As mentioned above, the build step for this build context lasts longer than six hours for non-native architecture builds. Most (if not all) of GitHub's runners have the amd64 architecture, but we desire to also build an image for the arm64 architecture since several of our collaborators have arm-based laptops they are working on (most prominently, Apple's M series). A build for the native architecture takes roughly three hours while a build for a non-native architecture, which requires emulation with qemu, takes about ten times as long (about 30 hours). This emulation build is well over the six hour time limit of GitHub runners and would require some serious development of the Dockerfile and build process in order to cut it up into sub-jobs each of which were a maximum of six hours long (especially since some build steps were taking longer than six hours).

Putting all this information together, a natural choice was to move the building of these images to a self-hosted runner in order to (1) support more architectures besides amd64, (2) avoid an intricate (and potentially impossible) redesign of the build process, and (3) expand the job time limit to include a slower emulation build.

Implementation

While individual builds take a very long time, we do not do a full build of the image very frequently. In fact, besides the OS upgrade, there hasn't been a change in dependencies for months at a time. Thus, we really don't require a highly performing set of runners. In reality, we simply need a single machine that can host a handful of runners to each build a single architecture image one at a time in a single-threaded, single-core manner.

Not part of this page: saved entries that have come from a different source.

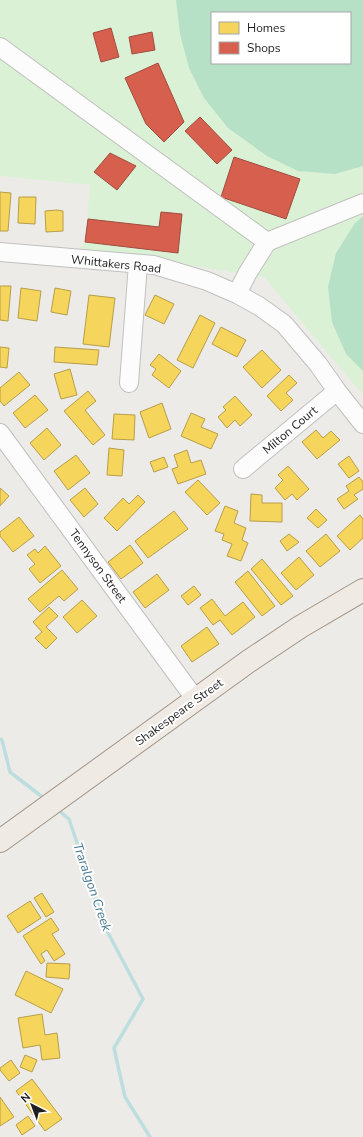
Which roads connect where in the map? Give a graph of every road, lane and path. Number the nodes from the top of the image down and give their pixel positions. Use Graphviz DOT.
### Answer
graph roads {
  1 [pos="0,47"];
  2 [pos="363,196"];
  3 [pos="363,203"];
  4 [pos="316,222"];
  5 [pos="267,242"];
  6 [pos="0,252"];
  7 [pos="138,264"];
  8 [pos="237,294"];
  9 [pos="128,383"];
  10 [pos="337,391"];
  11 [pos="363,424"];
  12 [pos="0,433"];
  13 [pos="243,469"];
  14 [pos="363,590"];
  15 [pos="196,700"];
  16 [pos="0,841"];
  1 -- 5 [label="street"];
  2 -- 4 [label="street"];
  3 -- 4 [label="street"];
  4 -- 5 [label="street"];
  5 -- 8 [label="street"];
  6 -- 7 [label="street, Whittakers Road"];
  7 -- 8 [label="street, Whittakers Road"];
  7 -- 9 [label="street"];
  8 -- 10 [label="street, Whittakers Road"];
  10 -- 11 [label="street, Whittakers Road"];
  10 -- 13 [label="street, Milton Court"];
  12 -- 15 [label="street, Tennyson Street"];
  14 -- 15 [label="main road, Shakespeare Street"];
  15 -- 16 [label="main road, Shakespeare Street"];
}
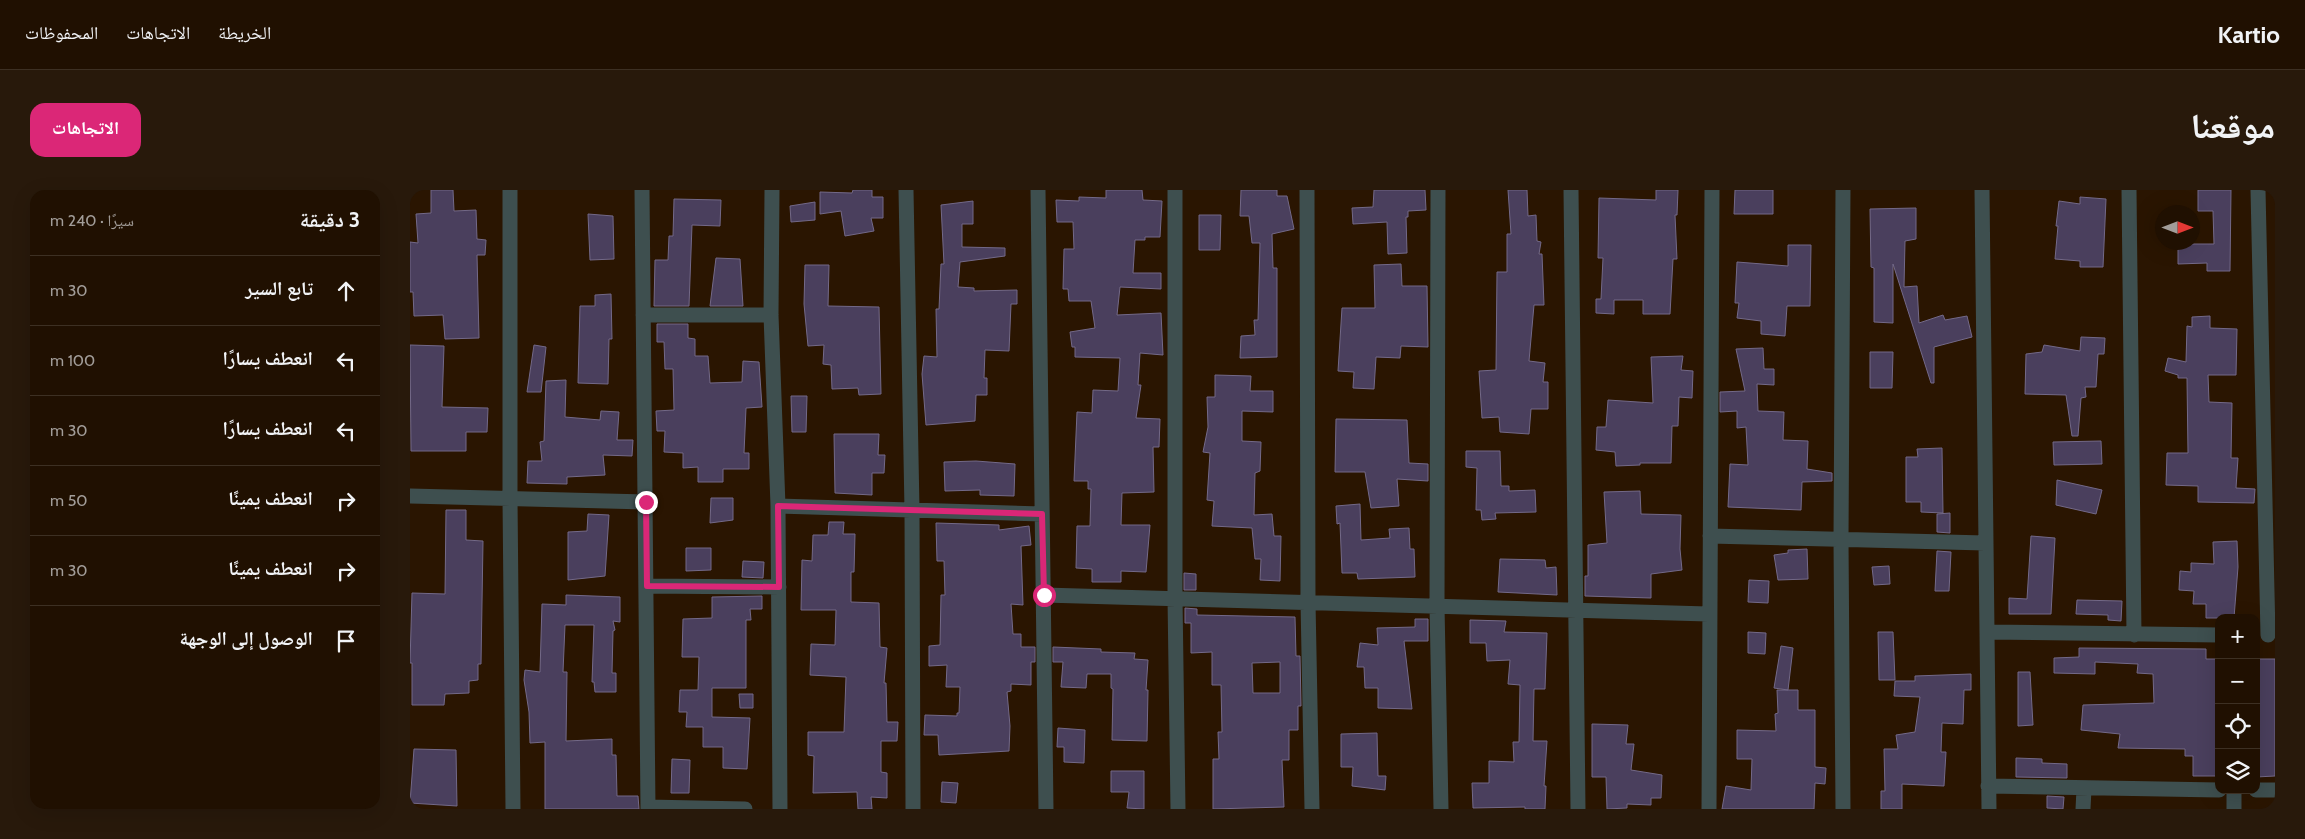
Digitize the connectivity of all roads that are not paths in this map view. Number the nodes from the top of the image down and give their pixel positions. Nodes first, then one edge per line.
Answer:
1 (510, 190) edge
2 (642, 190) edge
3 (772, 190) edge
4 (906, 190) edge
5 (1038, 190) edge
6 (1175, 190) edge
7 (1307, 190) edge
8 (1438, 190) edge
9 (1571, 190) edge
10 (1712, 190) edge
11 (1843, 190) edge
12 (1982, 190) edge
13 (2129, 190) edge
14 (2258, 190) edge
15 (643, 315) junction
16 (771, 315) junction
17 (410, 496) edge
18 (510, 499) junction
19 (646, 502) junction
20 (778, 506) junction
21 (912, 510) junction
22 (1042, 514) junction
23 (1710, 536) junction
24 (1841, 540) junction
25 (1985, 544) junction
26 (647, 586) junction
27 (779, 587) junction
28 (1044, 595) junction
29 (1175, 598) junction
30 (1308, 602) junction
31 (1437, 606) junction
32 (1574, 610) junction
33 (1708, 614) junction
34 (1987, 632) junction
35 (2134, 635) junction
36 (2215, 635) edge
37 (2266, 636) edge
38 (1988, 786) junction
39 (2084, 789) junction
40 (2215, 790) edge
41 (2260, 790) edge
42 (2275, 790) edge
43 (2234, 794) edge
44 (648, 808) edge
45 (513, 809) edge
46 (745, 809) edge
47 (780, 809) edge
48 (913, 809) edge
49 (1046, 809) edge
50 (1178, 809) edge
51 (1312, 809) edge
52 (1441, 809) edge
53 (1578, 809) edge
54 (1709, 809) edge
55 (1843, 809) edge
56 (1989, 809) edge
57 (2083, 809) edge
58 (2234, 809) edge

1 - 18 street
2 - 15 street
3 - 16 street
4 - 21 street
5 - 22 street
6 - 29 street
7 - 30 street
8 - 31 street
9 - 32 street
10 - 23 street
11 - 24 street
12 - 25 street
13 - 35 street
14 - 37 street
15 - 16 street
15 - 19 street
16 - 20 street
17 - 18 street
18 - 19 street
18 - 45 street
19 - 26 street
20 - 21 street
20 - 27 street
21 - 22 street
21 - 48 street
22 - 28 street
23 - 24 street
23 - 33 street
24 - 25 street
24 - 55 street
25 - 34 street
26 - 27 street
26 - 44 street
27 - 47 street
28 - 29 street
28 - 49 street
29 - 30 street
29 - 50 street
30 - 31 street
30 - 51 street
31 - 32 street
31 - 52 street
32 - 33 street
32 - 53 street
33 - 54 street
34 - 35 street
34 - 38 street
35 - 36 street
38 - 39 street
38 - 56 street
39 - 40 street
39 - 57 street
41 - 42 street
43 - 58 street
44 - 46 street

Once we enter the space of self-hosted runners, there is a lot of room to explore different customization options. The GitHub runner application runs as a user on the machine it is launched from so we could highly-specialize the environment of that machine so the actions it performs are more efficient. I chose to not go this route because I am worried about the maintanability of self-hosted runners for a relatively small collaboration like LDMX. For this reason, I chose to attempt to mimic a GitHub runner as much as possible in order to reduce the number of changes necessary to the workflow definition - allowing future LDMX collaborators to stop using self-hosted runners if they want or need to.

Workflow Definition

In the end, I needed to change the workflow definition in five ways.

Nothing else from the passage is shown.